Over the past week, about 15 customers of Scotiabank’s Sangre Grande branch had thousands of dollars stolen from their accounts after their cards were skimmed.
According to reports, some customers were notified by the bank while others, noticing the money was missing went to the bank yesterday morning to query the missing money.
One affected customer, who asked to remain anonymous, said the bank’s management presented customers with Non-Disclosure Agreements (NDA) to sign before refunding the stolen funds.
The customer said she was initially made aware of the theft when a bank representative called her home.
She later learnt over $10,000 had been withdrawn from her account over two days using a duplicate of her ATM card.
She said after visiting the bank, she realised the issue was not unique to her.
“I saw several other people who were all there for the same thing, including a pensioner who was very confused by his missing funds,” she said.
The woman called on local banks to be more vigilant with their customers’ money, saying this kind of incident has become too prevalent.
In response to questions sent by Guardian Media, Communications Manager, Cindy Mohammed said the banking industry continues to face attempts of fraudulent activity involving debit and credit cards.

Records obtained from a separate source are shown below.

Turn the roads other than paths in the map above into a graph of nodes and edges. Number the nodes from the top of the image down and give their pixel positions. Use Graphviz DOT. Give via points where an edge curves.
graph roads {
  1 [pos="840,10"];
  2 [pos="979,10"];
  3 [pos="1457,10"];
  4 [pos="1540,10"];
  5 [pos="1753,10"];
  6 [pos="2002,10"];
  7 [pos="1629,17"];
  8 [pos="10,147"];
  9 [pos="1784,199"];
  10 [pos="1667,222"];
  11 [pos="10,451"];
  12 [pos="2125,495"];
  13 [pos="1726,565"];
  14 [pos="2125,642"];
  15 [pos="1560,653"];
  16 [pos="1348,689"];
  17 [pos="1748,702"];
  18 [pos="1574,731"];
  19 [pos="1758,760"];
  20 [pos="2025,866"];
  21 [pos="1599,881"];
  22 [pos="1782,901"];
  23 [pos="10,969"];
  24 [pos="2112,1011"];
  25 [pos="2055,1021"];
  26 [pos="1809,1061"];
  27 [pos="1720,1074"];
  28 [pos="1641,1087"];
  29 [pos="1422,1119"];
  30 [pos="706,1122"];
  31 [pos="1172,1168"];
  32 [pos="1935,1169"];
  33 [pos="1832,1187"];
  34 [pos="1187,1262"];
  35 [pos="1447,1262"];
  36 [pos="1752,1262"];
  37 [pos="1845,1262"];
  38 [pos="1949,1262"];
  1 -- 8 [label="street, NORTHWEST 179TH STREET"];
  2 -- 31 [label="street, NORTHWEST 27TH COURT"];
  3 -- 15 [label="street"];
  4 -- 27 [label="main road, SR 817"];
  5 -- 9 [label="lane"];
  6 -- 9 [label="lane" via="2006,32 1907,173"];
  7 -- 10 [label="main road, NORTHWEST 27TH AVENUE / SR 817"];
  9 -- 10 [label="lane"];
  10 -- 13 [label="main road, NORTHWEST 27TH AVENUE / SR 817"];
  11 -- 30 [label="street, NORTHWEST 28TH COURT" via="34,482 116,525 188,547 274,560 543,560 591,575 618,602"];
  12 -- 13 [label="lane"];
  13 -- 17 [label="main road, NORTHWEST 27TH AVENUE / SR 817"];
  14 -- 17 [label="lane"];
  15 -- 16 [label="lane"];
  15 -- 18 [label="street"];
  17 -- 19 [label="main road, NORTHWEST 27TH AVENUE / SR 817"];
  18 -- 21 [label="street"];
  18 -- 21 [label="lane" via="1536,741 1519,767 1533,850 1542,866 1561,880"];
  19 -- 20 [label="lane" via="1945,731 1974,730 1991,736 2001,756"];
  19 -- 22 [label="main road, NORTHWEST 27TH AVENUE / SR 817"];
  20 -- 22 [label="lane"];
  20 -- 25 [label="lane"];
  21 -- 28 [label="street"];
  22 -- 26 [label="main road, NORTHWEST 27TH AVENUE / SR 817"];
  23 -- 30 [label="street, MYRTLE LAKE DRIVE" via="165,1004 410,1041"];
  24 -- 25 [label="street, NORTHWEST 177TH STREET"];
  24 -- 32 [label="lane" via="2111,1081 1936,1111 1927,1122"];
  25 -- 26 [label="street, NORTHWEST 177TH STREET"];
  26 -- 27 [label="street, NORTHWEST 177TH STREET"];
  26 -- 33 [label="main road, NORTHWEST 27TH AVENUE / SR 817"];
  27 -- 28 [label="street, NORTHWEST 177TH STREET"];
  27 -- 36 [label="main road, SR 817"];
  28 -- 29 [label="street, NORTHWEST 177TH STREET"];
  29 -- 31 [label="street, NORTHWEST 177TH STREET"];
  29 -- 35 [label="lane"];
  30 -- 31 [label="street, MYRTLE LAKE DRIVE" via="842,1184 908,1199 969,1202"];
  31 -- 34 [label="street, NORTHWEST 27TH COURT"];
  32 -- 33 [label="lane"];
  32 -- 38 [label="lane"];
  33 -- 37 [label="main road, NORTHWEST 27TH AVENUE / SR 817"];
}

“ The safety and security of our customer accounts and information is a top priority at Scotiabank, and is a responsibility we take very seriously,” Mohammed said. “We continue to work with authorities in curbing the incidence of fraudulent activity and the Bank remains committed to protecting customers against instances of fraudulent activities.”
Mohammed reminded customers that the bank had recently launched Scotiabank Alerts, a system where customers are immediately notified whenever there is activity on their accounts, including when and where their cards are used and the exact amount spent.
Mohammed said customers can access this feature by signing for online banking.